What to produce: Show all lines from the material that carry the word "Brigstock".

Provided data:

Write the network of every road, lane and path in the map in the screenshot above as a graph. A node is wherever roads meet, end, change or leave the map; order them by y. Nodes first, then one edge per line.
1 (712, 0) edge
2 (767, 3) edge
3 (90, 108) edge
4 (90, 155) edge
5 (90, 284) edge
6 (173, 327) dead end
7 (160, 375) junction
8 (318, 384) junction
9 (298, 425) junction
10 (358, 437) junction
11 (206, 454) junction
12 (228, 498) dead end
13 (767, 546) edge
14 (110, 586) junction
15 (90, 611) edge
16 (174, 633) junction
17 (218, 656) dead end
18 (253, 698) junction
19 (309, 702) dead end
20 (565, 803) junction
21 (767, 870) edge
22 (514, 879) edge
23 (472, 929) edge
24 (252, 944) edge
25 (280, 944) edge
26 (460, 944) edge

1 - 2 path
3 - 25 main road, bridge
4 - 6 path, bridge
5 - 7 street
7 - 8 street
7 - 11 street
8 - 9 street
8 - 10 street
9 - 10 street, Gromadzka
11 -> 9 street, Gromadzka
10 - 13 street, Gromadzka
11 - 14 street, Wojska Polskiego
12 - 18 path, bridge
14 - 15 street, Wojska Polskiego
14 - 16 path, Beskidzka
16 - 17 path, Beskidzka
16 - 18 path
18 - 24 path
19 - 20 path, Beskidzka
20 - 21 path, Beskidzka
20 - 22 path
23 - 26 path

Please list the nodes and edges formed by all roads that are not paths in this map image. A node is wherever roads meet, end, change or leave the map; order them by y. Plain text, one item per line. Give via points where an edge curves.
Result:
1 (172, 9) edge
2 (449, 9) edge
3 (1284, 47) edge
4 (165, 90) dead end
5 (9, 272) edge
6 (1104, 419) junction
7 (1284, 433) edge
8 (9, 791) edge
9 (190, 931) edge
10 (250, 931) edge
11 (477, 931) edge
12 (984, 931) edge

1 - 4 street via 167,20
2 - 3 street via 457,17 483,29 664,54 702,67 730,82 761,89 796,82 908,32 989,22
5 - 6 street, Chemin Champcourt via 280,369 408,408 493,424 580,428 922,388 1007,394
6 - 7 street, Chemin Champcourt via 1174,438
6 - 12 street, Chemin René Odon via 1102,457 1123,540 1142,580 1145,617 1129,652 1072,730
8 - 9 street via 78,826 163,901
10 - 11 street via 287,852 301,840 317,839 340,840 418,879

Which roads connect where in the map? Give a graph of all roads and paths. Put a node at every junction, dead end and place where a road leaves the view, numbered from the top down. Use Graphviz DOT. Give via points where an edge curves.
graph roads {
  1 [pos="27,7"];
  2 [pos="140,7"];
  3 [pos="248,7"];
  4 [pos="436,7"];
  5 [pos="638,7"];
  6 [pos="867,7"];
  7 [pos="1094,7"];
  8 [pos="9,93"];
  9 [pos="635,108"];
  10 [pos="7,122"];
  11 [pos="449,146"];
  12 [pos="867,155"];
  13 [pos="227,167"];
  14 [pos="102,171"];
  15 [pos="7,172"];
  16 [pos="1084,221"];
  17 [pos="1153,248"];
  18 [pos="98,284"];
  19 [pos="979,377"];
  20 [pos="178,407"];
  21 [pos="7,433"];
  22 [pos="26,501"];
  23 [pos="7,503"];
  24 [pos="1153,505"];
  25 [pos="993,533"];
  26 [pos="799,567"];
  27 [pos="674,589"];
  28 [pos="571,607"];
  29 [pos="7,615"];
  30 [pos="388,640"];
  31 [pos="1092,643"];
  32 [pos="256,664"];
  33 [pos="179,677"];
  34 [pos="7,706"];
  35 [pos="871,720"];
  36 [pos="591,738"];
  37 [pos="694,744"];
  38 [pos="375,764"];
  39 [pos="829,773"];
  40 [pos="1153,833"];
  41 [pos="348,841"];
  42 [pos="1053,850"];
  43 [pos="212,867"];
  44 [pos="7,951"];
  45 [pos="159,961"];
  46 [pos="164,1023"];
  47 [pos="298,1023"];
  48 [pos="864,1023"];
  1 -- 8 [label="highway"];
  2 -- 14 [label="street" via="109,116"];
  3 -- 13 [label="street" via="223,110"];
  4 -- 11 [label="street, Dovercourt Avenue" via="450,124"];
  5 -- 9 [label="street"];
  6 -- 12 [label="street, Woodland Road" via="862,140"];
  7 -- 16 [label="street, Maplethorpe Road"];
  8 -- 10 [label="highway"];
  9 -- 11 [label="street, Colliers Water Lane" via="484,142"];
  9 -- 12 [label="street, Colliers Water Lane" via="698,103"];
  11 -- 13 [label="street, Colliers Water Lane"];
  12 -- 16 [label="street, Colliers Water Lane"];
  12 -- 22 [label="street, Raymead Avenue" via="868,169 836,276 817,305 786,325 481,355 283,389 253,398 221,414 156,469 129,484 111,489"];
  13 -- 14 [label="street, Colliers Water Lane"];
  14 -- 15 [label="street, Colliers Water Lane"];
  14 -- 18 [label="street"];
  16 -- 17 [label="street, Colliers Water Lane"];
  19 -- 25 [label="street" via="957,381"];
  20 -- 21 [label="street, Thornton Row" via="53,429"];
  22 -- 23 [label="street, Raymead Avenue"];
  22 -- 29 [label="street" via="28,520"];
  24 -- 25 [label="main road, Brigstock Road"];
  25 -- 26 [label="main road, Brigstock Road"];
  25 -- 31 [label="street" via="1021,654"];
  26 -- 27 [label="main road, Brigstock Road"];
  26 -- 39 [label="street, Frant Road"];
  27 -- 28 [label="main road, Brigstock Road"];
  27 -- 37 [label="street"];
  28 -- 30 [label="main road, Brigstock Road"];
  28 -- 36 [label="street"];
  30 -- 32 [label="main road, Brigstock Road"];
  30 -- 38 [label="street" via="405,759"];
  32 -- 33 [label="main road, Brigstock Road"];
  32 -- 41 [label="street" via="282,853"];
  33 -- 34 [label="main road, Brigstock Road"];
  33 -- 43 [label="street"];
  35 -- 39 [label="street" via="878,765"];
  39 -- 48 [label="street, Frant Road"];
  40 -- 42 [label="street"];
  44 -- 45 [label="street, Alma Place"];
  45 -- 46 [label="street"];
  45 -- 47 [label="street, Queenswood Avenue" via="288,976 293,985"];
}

Task result:
  24 -- 25 [label="main road, Brigstock Road"];
  25 -- 26 [label="main road, Brigstock Road"];
  26 -- 27 [label="main road, Brigstock Road"];
  27 -- 28 [label="main road, Brigstock Road"];
  28 -- 30 [label="main road, Brigstock Road"];
  30 -- 32 [label="main road, Brigstock Road"];
  32 -- 33 [label="main road, Brigstock Road"];
  33 -- 34 [label="main road, Brigstock Road"];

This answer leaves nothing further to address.